You can find more information in the PowerCLI Changelog page.


  • Powershell 3.0 minimum is needed.

Note that if you are running 3.0 or 4.0 you need to install the PowerShellGet and PackageManagement modules (Maybe it’s time to update?). more info here.

  • Uninstall any pre-6.5 R1 PowerCLI installation.

Install PowerCLI online

Install-Module VMware.PowerCLI -Scope CurrentUser -AllowClobber

The Hyper-V module contains commands with the same name as some of the PowerCLI ones (Get-VM, Get-VMHost, …), the AllowClobber parameter allows these duplicates to co-exist.

You can drop the scope parameter if you run it as administrator. The modules will be stored in C:\Program Files\WindowsPowerShell\Modules instead of your profile and will be available to all users.

Install PowerCLI offline

So it brings us to where this post came from.

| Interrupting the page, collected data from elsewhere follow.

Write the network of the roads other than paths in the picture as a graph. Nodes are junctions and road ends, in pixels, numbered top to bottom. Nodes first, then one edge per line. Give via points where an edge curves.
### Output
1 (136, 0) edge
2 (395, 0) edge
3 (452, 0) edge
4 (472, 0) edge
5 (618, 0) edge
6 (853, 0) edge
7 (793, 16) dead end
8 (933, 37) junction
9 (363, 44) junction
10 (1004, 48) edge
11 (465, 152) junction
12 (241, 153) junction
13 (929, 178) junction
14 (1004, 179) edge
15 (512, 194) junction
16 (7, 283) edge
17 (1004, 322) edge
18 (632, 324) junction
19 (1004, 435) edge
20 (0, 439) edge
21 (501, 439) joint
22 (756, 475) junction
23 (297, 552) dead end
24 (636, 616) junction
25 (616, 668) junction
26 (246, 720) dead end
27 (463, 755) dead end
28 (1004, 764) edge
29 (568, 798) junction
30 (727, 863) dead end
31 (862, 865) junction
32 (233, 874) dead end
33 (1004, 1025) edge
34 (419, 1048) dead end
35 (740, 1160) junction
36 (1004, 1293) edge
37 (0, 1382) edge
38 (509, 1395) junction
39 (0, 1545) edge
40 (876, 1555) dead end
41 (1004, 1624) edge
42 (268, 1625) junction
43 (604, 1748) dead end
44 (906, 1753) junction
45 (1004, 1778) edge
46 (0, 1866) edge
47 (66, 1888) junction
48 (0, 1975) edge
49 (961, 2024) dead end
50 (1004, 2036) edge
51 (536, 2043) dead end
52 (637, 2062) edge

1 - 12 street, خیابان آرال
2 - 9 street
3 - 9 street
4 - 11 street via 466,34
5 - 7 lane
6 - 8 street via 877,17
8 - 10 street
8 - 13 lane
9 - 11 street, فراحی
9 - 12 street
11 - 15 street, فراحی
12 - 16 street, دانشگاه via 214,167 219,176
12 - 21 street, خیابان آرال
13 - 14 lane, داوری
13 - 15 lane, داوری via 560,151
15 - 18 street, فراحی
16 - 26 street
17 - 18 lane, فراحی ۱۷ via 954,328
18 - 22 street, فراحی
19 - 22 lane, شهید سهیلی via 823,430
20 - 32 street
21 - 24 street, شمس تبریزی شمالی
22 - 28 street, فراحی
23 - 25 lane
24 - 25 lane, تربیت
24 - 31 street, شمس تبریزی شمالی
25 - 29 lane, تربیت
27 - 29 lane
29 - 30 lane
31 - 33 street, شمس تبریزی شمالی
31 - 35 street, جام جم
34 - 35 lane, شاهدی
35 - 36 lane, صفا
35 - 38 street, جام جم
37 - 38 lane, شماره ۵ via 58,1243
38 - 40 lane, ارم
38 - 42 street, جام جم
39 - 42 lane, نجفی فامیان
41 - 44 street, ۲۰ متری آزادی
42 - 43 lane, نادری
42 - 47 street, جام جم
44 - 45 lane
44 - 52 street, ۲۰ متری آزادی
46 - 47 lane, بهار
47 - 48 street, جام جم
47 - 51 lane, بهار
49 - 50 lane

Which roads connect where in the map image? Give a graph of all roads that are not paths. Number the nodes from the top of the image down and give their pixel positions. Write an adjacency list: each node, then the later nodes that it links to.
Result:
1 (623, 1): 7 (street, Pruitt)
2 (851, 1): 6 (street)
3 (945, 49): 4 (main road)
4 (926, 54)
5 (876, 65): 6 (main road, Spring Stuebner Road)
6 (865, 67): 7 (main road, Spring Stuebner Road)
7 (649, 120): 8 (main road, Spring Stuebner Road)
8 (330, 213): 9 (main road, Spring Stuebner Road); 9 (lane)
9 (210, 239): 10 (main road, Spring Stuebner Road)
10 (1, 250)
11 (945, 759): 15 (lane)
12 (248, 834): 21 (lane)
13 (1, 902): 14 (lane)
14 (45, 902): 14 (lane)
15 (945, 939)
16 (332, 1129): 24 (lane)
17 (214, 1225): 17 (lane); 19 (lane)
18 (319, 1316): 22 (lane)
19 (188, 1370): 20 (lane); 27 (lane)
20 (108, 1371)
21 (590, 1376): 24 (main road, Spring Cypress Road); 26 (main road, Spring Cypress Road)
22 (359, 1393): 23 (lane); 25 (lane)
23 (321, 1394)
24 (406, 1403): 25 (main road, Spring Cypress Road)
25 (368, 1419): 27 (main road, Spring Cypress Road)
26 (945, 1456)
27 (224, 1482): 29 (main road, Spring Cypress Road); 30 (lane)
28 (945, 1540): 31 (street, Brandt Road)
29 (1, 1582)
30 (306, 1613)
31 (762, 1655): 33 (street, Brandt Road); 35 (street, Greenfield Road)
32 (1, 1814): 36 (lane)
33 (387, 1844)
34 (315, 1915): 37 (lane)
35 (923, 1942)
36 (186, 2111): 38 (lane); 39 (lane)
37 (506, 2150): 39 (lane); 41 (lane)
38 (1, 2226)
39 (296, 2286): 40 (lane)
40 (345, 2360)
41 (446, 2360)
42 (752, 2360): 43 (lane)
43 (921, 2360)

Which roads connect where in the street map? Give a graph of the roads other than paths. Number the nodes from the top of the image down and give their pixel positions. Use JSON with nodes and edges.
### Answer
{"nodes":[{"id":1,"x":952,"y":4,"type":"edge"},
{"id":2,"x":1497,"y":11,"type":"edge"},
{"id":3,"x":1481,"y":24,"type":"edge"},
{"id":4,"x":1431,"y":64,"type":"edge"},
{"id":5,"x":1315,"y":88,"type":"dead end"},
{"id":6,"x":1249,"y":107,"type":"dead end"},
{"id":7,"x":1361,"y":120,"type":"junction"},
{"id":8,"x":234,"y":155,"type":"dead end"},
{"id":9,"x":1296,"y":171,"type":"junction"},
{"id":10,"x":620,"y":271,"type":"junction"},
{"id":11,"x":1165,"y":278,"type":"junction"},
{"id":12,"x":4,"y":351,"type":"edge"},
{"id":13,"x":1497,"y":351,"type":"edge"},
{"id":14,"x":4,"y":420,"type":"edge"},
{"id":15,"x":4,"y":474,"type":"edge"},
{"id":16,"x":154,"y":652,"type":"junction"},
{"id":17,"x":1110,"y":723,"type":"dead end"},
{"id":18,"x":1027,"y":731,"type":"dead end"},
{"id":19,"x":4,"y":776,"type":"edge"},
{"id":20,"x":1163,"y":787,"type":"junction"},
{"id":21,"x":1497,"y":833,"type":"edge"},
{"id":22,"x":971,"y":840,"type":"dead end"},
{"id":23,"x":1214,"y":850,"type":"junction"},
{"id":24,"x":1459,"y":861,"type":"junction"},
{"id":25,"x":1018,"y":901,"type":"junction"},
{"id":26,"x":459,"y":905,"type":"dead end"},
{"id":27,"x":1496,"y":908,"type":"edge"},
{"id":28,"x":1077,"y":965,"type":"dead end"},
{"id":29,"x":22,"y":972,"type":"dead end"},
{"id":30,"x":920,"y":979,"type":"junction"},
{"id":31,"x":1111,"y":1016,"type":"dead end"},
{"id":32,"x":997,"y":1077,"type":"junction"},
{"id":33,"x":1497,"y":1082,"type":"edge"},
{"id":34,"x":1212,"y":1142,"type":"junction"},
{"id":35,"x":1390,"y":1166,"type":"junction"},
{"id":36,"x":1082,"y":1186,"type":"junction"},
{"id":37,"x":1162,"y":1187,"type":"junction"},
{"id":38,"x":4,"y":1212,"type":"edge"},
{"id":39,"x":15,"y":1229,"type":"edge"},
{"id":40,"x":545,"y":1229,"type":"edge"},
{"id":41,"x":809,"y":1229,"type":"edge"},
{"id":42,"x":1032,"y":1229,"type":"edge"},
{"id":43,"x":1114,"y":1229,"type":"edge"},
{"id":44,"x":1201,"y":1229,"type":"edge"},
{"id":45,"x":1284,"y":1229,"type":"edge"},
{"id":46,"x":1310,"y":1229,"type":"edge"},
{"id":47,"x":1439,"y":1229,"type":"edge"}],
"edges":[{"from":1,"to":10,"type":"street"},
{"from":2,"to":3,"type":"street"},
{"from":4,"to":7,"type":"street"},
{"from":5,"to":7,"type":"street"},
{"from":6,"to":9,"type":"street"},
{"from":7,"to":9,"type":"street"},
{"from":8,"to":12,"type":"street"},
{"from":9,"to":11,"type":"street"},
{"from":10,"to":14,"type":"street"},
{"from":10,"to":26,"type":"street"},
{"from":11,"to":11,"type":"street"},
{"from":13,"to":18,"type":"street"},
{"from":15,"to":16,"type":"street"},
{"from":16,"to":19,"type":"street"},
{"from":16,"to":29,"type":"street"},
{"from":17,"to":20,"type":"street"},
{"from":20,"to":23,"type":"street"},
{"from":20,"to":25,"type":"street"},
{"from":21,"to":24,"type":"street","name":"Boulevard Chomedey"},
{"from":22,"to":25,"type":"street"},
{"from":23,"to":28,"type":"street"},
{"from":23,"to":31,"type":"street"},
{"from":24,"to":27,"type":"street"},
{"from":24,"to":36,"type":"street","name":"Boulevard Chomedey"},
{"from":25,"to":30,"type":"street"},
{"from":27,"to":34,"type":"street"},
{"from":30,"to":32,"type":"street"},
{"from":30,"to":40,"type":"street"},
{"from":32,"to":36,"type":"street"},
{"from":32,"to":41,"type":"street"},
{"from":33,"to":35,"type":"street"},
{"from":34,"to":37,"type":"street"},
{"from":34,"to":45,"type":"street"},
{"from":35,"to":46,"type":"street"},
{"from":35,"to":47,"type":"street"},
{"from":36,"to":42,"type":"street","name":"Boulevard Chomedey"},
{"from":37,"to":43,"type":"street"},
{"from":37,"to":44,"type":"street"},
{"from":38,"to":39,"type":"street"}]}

What do you do if you need PowerCLI on a machine that is not connected to internet?

Again, if an installation of PowerCLI pre-6.5 R1 exists on this computer you need to uninstall it.

  • Download the module on a computer connected to internet
Save-Module VMware.PowerCLI -Path $env:userprofile\PowerCLI-vXXX
  • Copy it to your computer that is isolated from internet with a USB, share or whatever works.

  • Copy all the PowerCLI folders to : $env:userprofile\Documents\WindowsPowerShell\Modules

If you have permission and want it available to all users you can also place it in C:\Program Files\WindowsPowerShell\Modules

Update PowerCLI

This section only concerns version 6.5.1 and newer.

Like VMware states in the doc, you could use the Update-Module cmdlet but it won’t remove the existing version or deprecated ones. More info there.

The recommended way to update is as follow:

Get-Module VMware.* -ListAvailable | Uninstall-Module -Force

Install-Module VMware.PowerCLI

If your system is offline, just delete the PowerCLI module folders and copy the new ones instead.